En France notre souveraineté populaire s’applique de manière représentative. Les citoyens Français exercent leur souveraineté par l’élection de représentants, et ce traité pour Philippe Séguin, enlève ce pouvoir, « on demande au Parlement, qui n’en a pas le droit, rien de mieux que d’abandonner sa compétence législative aux organes communautaires chaque fois que ceux-ci le jugeront nécessaire ». En outre, le député le prédit très bien, avec sa verve poétique, il dessine brillamment les contours d’une Europe muselant les états-nations, légiférant au-dessus des parlements nationaux. Une Europe des technocrates, des décisions de cabinets légiférant sans les contradictions d’élus représentants leurs territoires, « une oligarchie d’experts, de juges, de fonctionnaires, de gouvernements, prend, au nom des peuples, sans en avoir reçus mandat des décisions ».
Philippe Séguin dans son discours ne remet en aucun cas le fait de voter contre l’abandon de la souveraineté nationale, mais dénonce avec malice le fait qu’on présente ce vote comme une loi ordinaire, sauf, que c’est tout une vision qu’on jette avec l’eau du bain, la vision du créateur de notre Cinquième République, le Général de Gaulle, qui le savait mieux que quiconque que la coopération des pays européens était essentielle à notre survie, mais que la souveraineté nationale devra être défendue sans compromissions. Cependant, les accords de 1992 s’inscrivent dans une logique fédérale, une logique supranationale, néolibérale, « on ne s’y trompe pas la logique du processus de l’engrenage économique et politique mis au point par Maastricht est celle d’un fédéralisme au rabais fondamentalement anti-démocratique, faiblement libéral et résolument technocrate », l’expliquait très bien ce Dracénois attaché à notre territoire.

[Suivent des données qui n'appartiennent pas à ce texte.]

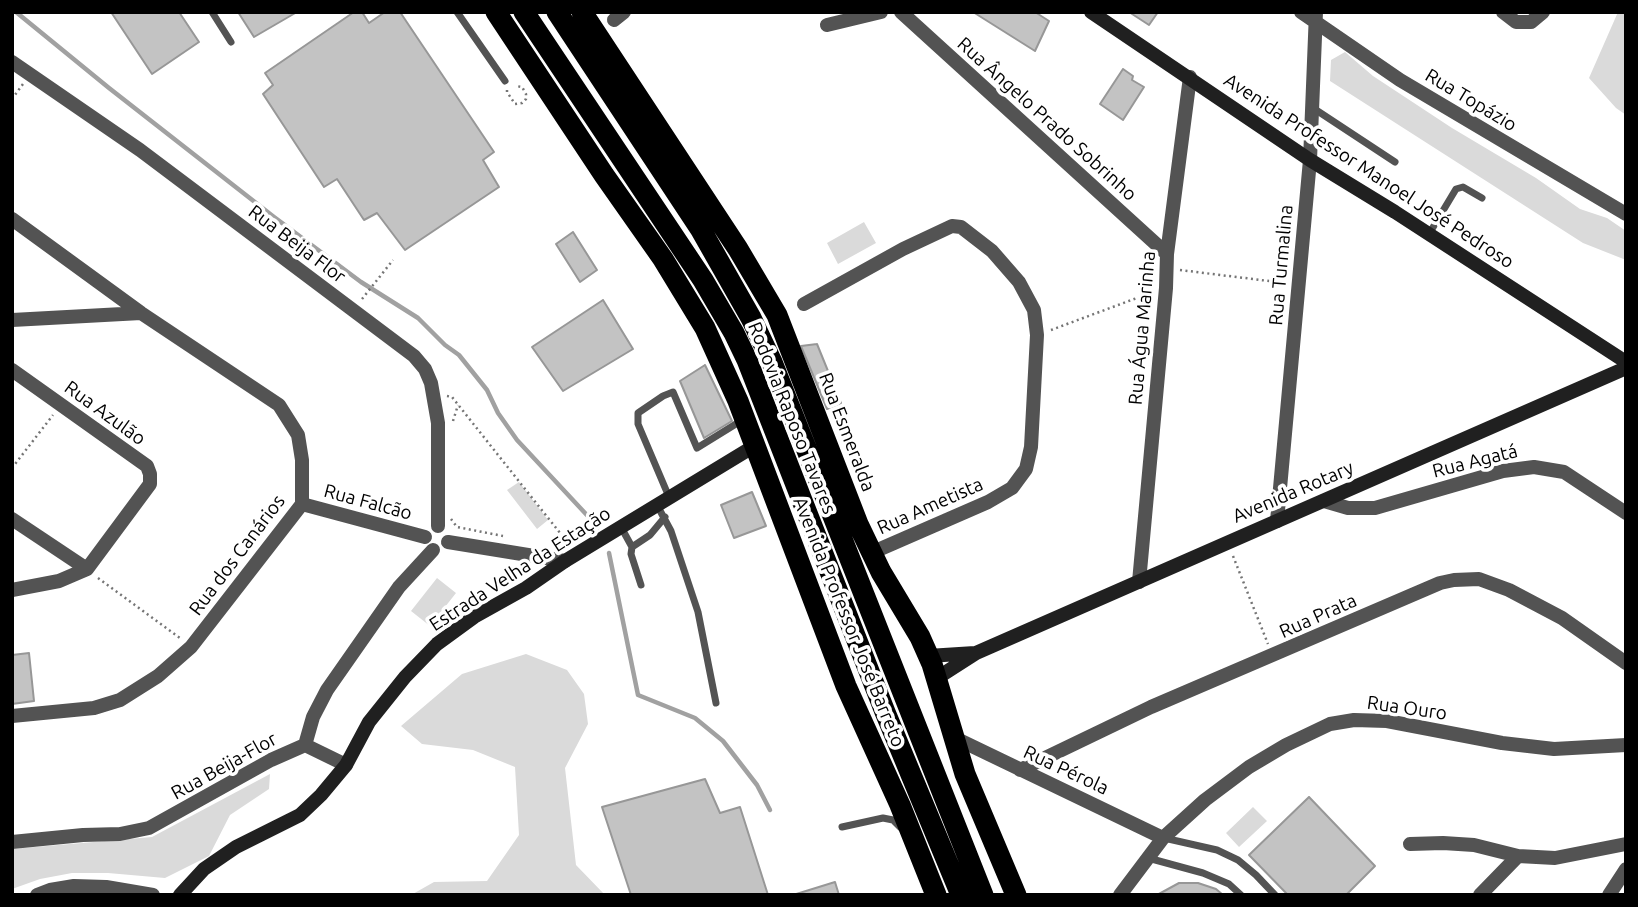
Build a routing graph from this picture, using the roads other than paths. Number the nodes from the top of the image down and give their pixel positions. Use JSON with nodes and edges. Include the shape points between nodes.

Philippe Séguin sera salué par ce discours prophétique, mais le « OUI » gagnera tout de même et le traité est ainsi appliqué le 1 er novembre 1993, avec la mise en place d’un marché commun et d’un rôle politique donné aux organes européens. Le 26 mars 1995, l’espace Schengen apparait, les êtres et marchandises peuvent circuler librement, les frontières sembles désuètes. Une monnaie commune est adoptée en 2001. Le pas est franchi en 2005, le référendum pour la ratification d’une constitution européenne est le théâtre d’un chamboulement politique avec la victoire du « non », et pourtant en 2007, le traité de Lisbonne est ratifié par le Parlement, la souveraineté du peuple est une nouvelle fois bafouée car une souveraineté « ne se divise pas ni ne se partage et, bien-sûr, cela ne se limite pas » prophétise Philippe Séguin. La pensée de Philippe Séguin doit continuer de nous inspirer, surtout d’inspirer la droite de demain, car, sans souveraineté nos décisions, nos représentants n’auront aucun impact dans une Europe fédéraliste ne laissant que très peu de places à notre volonté, à notre citoyenneté, à notre Nation.